Garbage Collection - an introduction for everyone
Sendil Kumar
Posted on January 30, 2020
Programs, when they run, needs memory. They use memory to store themselves and during execution, they store values and data structures. But memory is not an indefinite resource. They need to manage the memory efficiently. To manage the memory, programs collect and remove the unused memory (a.k.a garbage). The process is called as garbage collection. Programming languages allow you to manage memory either manual or automatic.
The textbook definition of Garbage collection is as follows:
Garbage collection (GC), also known as automatic memory management, is the automatic recycling of dynamically allocated memory. Garbage collection is performed by a garbage collector which recycles memory that it can prove will never be used again. Systems and languages which use garbage collection can be described as garbage-collected.
Manual Memory Management
The manual memory management provides developers with the flexibility to optimally allocate and de-allocate memory. They provide high performance, low latency, low pause time, and high throughput if done correctly. Because developers precisely know when to need the memory. Since it is a manual process, it is an error-prone and redundant burden for developers.

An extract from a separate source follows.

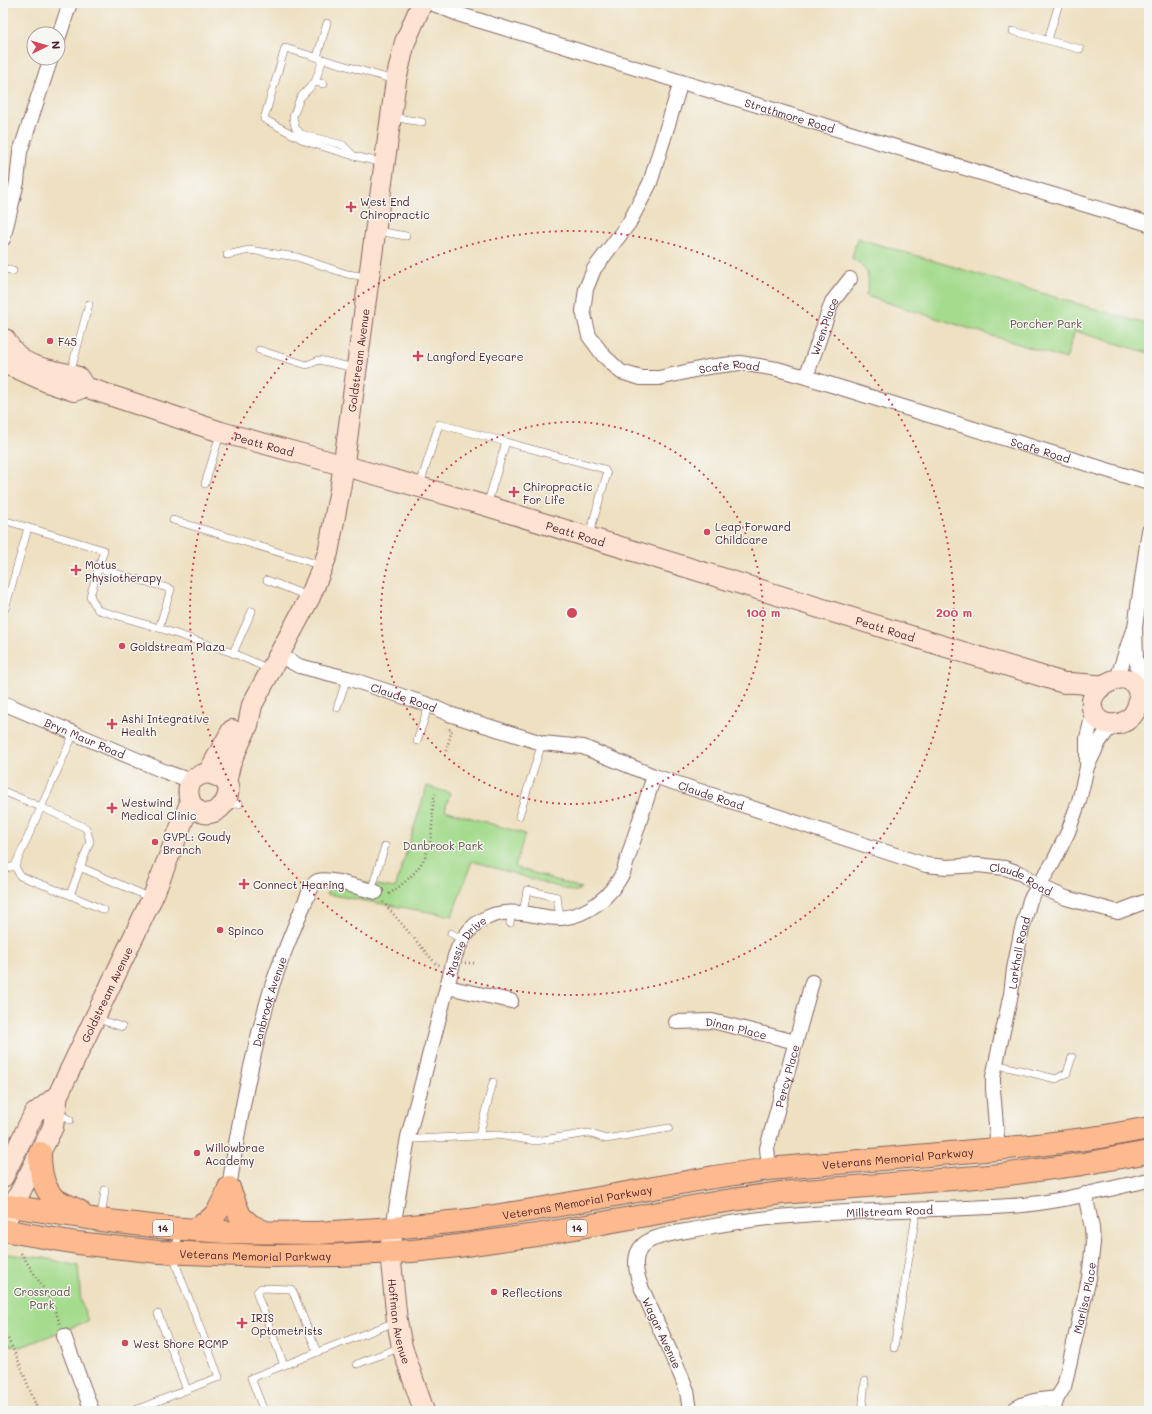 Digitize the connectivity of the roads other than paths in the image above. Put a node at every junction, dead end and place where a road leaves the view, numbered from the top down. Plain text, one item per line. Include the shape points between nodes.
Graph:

If memory management is not properly done it leads to:
- Memory leak, when the program is not de-allocating dead objects
- Memory corruption, when the program tries to free the already freed memory.
- Dangling pointers, when the program tries to access memory that was freed.
What is pause time?
When garbage collection happens, the program pauses its execution and remove the dead objects. The pause time is directly proportional to the amount of garbage collection. Longer the pause time, more garbage is collected but lesser the performance. On the other hand, shorter the pause time, higher the performance but lesser the garbage collected.
What is Throughput?
Throughput is the percentage of time not spent in garbage collection over the time spent of overall execution. Ideally, languages aim for higher throughput. Higher the throughput, shorter the pauses.
What is Latency?
Latency is the responsiveness of an application. Garbage collection pauses affect the responsiveness of applications.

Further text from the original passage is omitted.